Saturday, January 22, 2011

Just call me

After a long week at work, I had big plans for this weekend. I knew that I would not see P this weekend, because I saw him last weekend, so my plans were to go on a long run, do a ton of work to get ahead, and then cook, bake, clean, relax, and watch some football.

Yesterday, I was booking a flight for P to come home in a few weeks, when my phone ran. It was my great aunt. She never calls me--or anyone for that matter. When I picked up, she asked what I was doing this weekend, and finally after about 15 minutes of beating around the bush, she told me she fell, hurt her knee, and was going to be on bed rest for 48 hours.
She is a stubborn old battle axe, and would not ask for help. So I told her I would leave within the hour to come and take care of her this weekend.
I packed up my stuff, and 2 hours later I was here. In a town that I spent all my summers in growing up. A town and home that I love, with a woman who became my surrogate grandmother after mine passed away. A woman who packed up her home and took care of my grandmother for 2 years while she fought cancer. With a woman who took care of her younger sister for 5 years while she fought illness after illness.
Now, suddenly, the woman who did everything for everyone else needed help, and who did she call? She called me.
I don't think I would have been able to live with myself if I had not rushed up here as quickly as possible. In all the years I have come up here, I have not had to lift a finger for anything, because she always did everything for me.
And now here I am, and I get to do something for her.
Heroic? No.....not at all.
This is the least I could do for someone who has loved me unconditionally for a lifetime.

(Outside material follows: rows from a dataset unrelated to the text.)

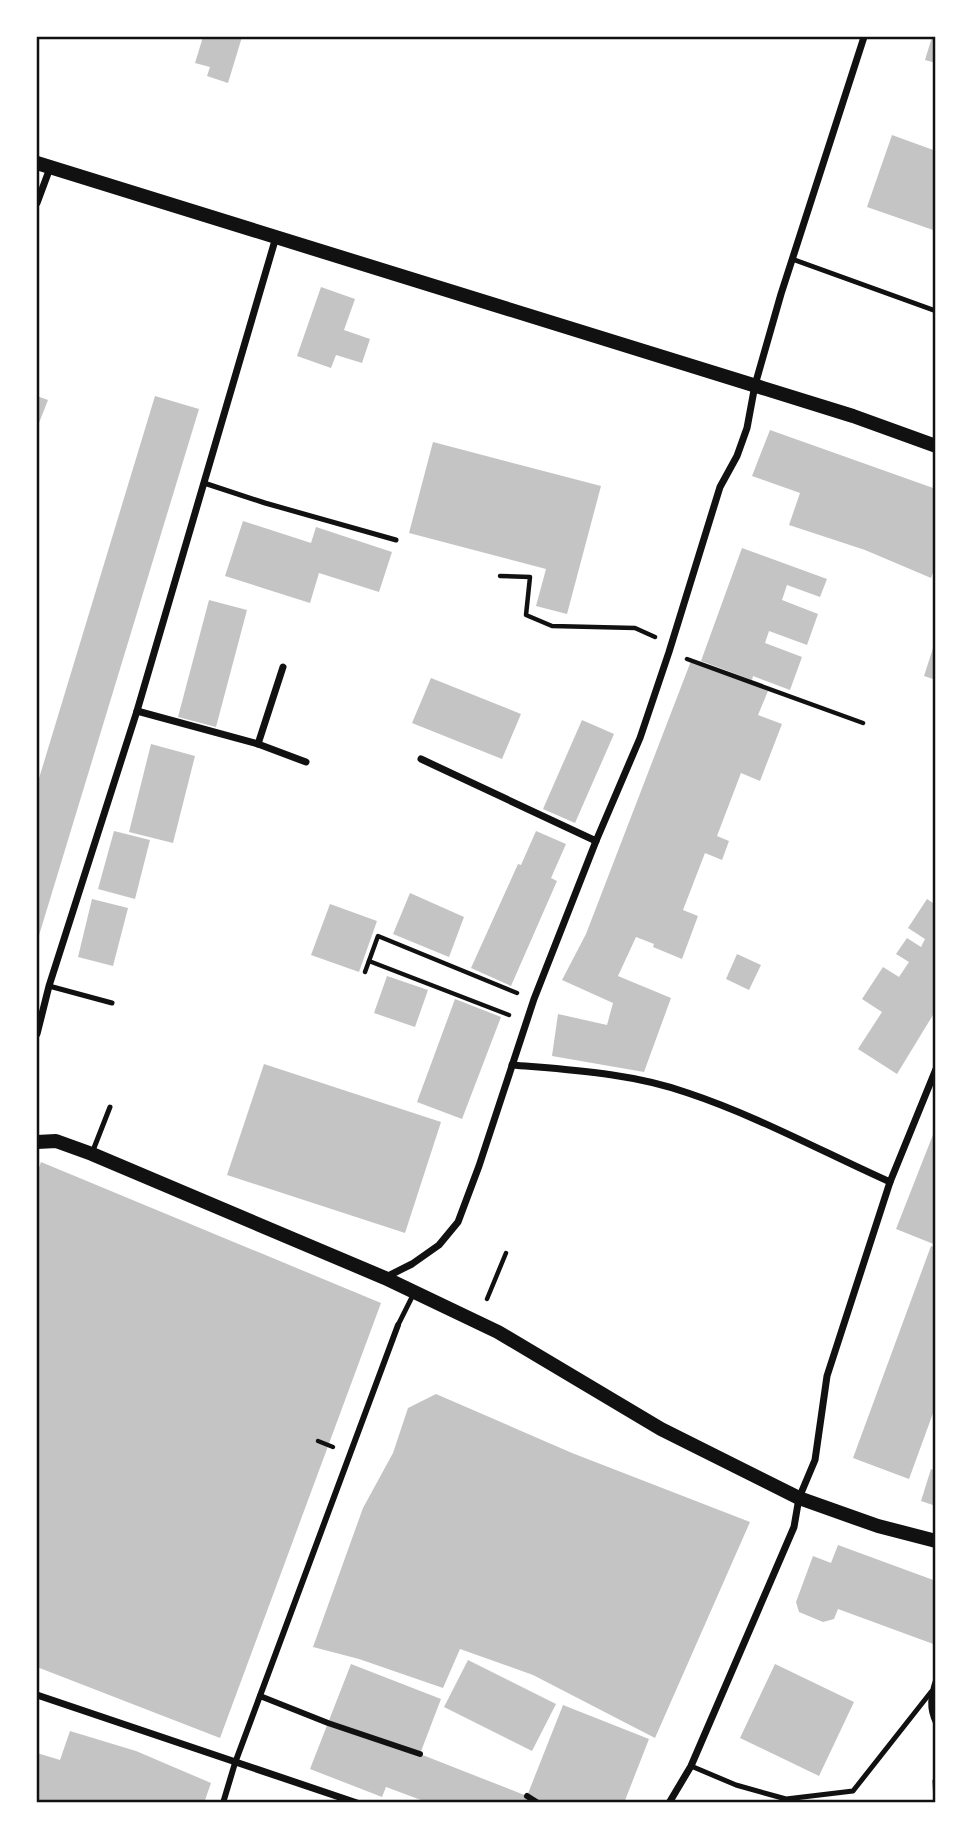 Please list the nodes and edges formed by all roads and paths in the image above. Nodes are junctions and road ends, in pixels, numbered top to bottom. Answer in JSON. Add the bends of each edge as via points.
{"nodes":[{"id":1,"x":864,"y":37,"type":"edge"},
{"id":2,"x":44,"y":165,"type":"edge"},
{"id":3,"x":37,"y":203,"type":"edge"},
{"id":4,"x":277,"y":235,"type":"junction"},
{"id":5,"x":792,"y":259,"type":"junction"},
{"id":6,"x":936,"y":311,"type":"edge"},
{"id":7,"x":755,"y":385,"type":"junction"},
{"id":8,"x":936,"y":446,"type":"edge"},
{"id":9,"x":205,"y":483,"type":"junction"},
{"id":10,"x":396,"y":540,"type":"dead end"},
{"id":11,"x":500,"y":576,"type":"dead end"},
{"id":12,"x":670,"y":648,"type":"junction"},
{"id":13,"x":283,"y":667,"type":"dead end"},
{"id":14,"x":137,"y":711,"type":"junction"},
{"id":15,"x":863,"y":723,"type":"dead end"},
{"id":16,"x":257,"y":744,"type":"junction"},
{"id":17,"x":421,"y":759,"type":"dead end"},
{"id":18,"x":306,"y":762,"type":"dead end"},
{"id":19,"x":596,"y":841,"type":"junction"},
{"id":20,"x":369,"y":961,"type":"junction"},
{"id":21,"x":365,"y":972,"type":"dead end"},
{"id":22,"x":49,"y":986,"type":"junction"},
{"id":23,"x":534,"y":999,"type":"junction"},
{"id":24,"x":112,"y":1003,"type":"dead end"},
{"id":25,"x":526,"y":1022,"type":"junction"},
{"id":26,"x":37,"y":1034,"type":"edge"},
{"id":27,"x":512,"y":1065,"type":"junction"},
{"id":28,"x":936,"y":1069,"type":"edge"},
{"id":29,"x":110,"y":1107,"type":"dead end"},
{"id":30,"x":37,"y":1142,"type":"edge"},
{"id":31,"x":92,"y":1154,"type":"junction"},
{"id":32,"x":890,"y":1182,"type":"junction"},
{"id":33,"x":506,"y":1254,"type":"dead end"},
{"id":34,"x":386,"y":1278,"type":"junction"},
{"id":35,"x":414,"y":1293,"type":"junction"},
{"id":36,"x":487,"y":1299,"type":"dead end"},
{"id":37,"x":398,"y":1325,"type":"joint"},
{"id":38,"x":799,"y":1498,"type":"junction"},
{"id":39,"x":936,"y":1541,"type":"edge"},
{"id":40,"x":936,"y":1679,"type":"edge"},
{"id":41,"x":932,"y":1692,"type":"junction"},
{"id":42,"x":37,"y":1695,"type":"edge"},
{"id":43,"x":260,"y":1696,"type":"junction"},
{"id":44,"x":936,"y":1724,"type":"edge"},
{"id":45,"x":420,"y":1754,"type":"dead end"},
{"id":46,"x":235,"y":1763,"type":"junction"},
{"id":47,"x":691,"y":1766,"type":"junction"},
{"id":48,"x":934,"y":1781,"type":"dead end"},
{"id":49,"x":527,"y":1796,"type":"dead end"},
{"id":50,"x":787,"y":1801,"type":"edge"},
{"id":51,"x":223,"y":1803,"type":"edge"},
{"id":52,"x":357,"y":1803,"type":"edge"},
{"id":53,"x":538,"y":1803,"type":"edge"},
{"id":54,"x":670,"y":1803,"type":"edge"},
{"id":55,"x":936,"y":1803,"type":"edge"}],
"edges":[{"from":1,"to":5,"type":"street"},
{"from":2,"to":3,"type":"street"},
{"from":2,"to":4,"type":"main road"},
{"from":4,"to":7,"type":"main road"},
{"from":4,"to":9,"type":"street"},
{"from":5,"to":6,"type":"lane"},
{"from":5,"to":7,"type":"street"},
{"from":7,"to":8,"type":"main road"},
{"from":7,"to":12,"type":"street","via":[[747,428],[720,487]]},
{"from":9,"to":10,"type":"lane"},
{"from":9,"to":14,"type":"street"},
{"from":11,"to":12,"type":"path","via":[[530,577],[526,615],[552,626],[635,628]]},
{"from":12,"to":15,"type":"path"},
{"from":12,"to":19,"type":"street","via":[[640,738]]},
{"from":13,"to":16,"type":"street"},
{"from":14,"to":16,"type":"street"},
{"from":14,"to":22,"type":"street"},
{"from":16,"to":18,"type":"street"},
{"from":17,"to":19,"type":"street"},
{"from":19,"to":23,"type":"street"},
{"from":20,"to":21,"type":"path"},
{"from":20,"to":23,"type":"path","via":[[378,936]]},
{"from":20,"to":25,"type":"path"},
{"from":22,"to":24,"type":"lane"},
{"from":22,"to":26,"type":"street"},
{"from":23,"to":25,"type":"street"},
{"from":25,"to":27,"type":"street"},
{"from":27,"to":32,"type":"street","via":[[631,1079],[685,1092]]},
{"from":27,"to":34,"type":"street","via":[[458,1222],[439,1245]]},
{"from":28,"to":32,"type":"street"},
{"from":29,"to":31,"type":"lane"},
{"from":30,"to":31,"type":"main road","via":[[56,1142]]},
{"from":31,"to":34,"type":"main road"},
{"from":32,"to":38,"type":"street","via":[[827,1376],[815,1460]]},
{"from":33,"to":36,"type":"path"},
{"from":34,"to":35,"type":"main road"},
{"from":35,"to":37,"type":"lane"},
{"from":35,"to":38,"type":"main road","via":[[498,1332],[661,1429]]},
{"from":37,"to":43,"type":"street"},
{"from":38,"to":39,"type":"main road"},
{"from":38,"to":47,"type":"street","via":[[794,1527]]},
{"from":40,"to":41,"type":"lane"},
{"from":41,"to":44,"type":"lane","via":[[930,1708]]},
{"from":41,"to":50,"type":"lane","via":[[853,1791]]},
{"from":42,"to":46,"type":"street"},
{"from":43,"to":45,"type":"street"},
{"from":43,"to":46,"type":"street"},
{"from":46,"to":51,"type":"street"},
{"from":46,"to":52,"type":"street"},
{"from":47,"to":50,"type":"lane"},
{"from":47,"to":54,"type":"street"},
{"from":48,"to":55,"type":"lane"},
{"from":49,"to":53,"type":"street"}]}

I think this is one of the lessons I have learned through marriage. I have learned that it is an honor and a pleasure to take care of others. It is a joy to take care of those who are in need.
Every time P gets sick, I get a slight glimmer of joy in that I can do something for him, that I can take care of him.
So my weekend plans have changed, but it is a joy to be here caring for someone I love so much.

2 comments:

Nadine said...

good for you. it is exactly what you should have done, and you will never regret it.

Brooke said...

glad she felt like she could ask you for help :) that's a true compliment.